------ Supplied material

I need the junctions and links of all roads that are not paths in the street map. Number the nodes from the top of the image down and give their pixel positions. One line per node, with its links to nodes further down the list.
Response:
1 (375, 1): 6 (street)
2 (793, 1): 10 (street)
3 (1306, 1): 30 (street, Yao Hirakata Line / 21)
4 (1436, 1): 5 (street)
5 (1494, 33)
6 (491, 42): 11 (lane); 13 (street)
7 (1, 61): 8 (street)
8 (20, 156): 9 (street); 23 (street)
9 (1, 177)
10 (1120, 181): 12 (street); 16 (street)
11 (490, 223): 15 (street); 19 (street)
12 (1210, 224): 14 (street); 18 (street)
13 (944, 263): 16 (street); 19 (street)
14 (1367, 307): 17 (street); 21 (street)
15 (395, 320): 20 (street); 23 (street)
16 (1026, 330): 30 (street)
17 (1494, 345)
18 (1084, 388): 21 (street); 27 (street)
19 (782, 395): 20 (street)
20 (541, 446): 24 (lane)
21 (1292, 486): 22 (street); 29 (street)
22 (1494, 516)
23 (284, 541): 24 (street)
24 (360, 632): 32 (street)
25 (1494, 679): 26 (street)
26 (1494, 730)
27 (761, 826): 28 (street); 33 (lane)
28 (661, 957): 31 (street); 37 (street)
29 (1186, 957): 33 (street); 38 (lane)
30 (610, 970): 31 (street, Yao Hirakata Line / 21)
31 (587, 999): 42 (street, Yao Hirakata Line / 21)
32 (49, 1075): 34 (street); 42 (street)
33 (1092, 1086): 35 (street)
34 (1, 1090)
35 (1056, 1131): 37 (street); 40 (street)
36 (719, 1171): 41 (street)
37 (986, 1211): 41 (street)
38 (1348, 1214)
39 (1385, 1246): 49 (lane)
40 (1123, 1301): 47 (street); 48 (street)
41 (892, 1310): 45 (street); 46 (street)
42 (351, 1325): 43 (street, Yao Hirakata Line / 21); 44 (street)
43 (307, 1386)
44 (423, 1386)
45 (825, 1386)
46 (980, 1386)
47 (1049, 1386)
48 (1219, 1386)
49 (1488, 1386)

------------

→ **Exercise description**: Within the material above, show every line that includes "Hirakata".

→ **Exercise response**:
3 (1306, 1): 30 (street, Yao Hirakata Line / 21)
30 (610, 970): 31 (street, Yao Hirakata Line / 21)
31 (587, 999): 42 (street, Yao Hirakata Line / 21)
42 (351, 1325): 43 (street, Yao Hirakata Line / 21); 44 (street)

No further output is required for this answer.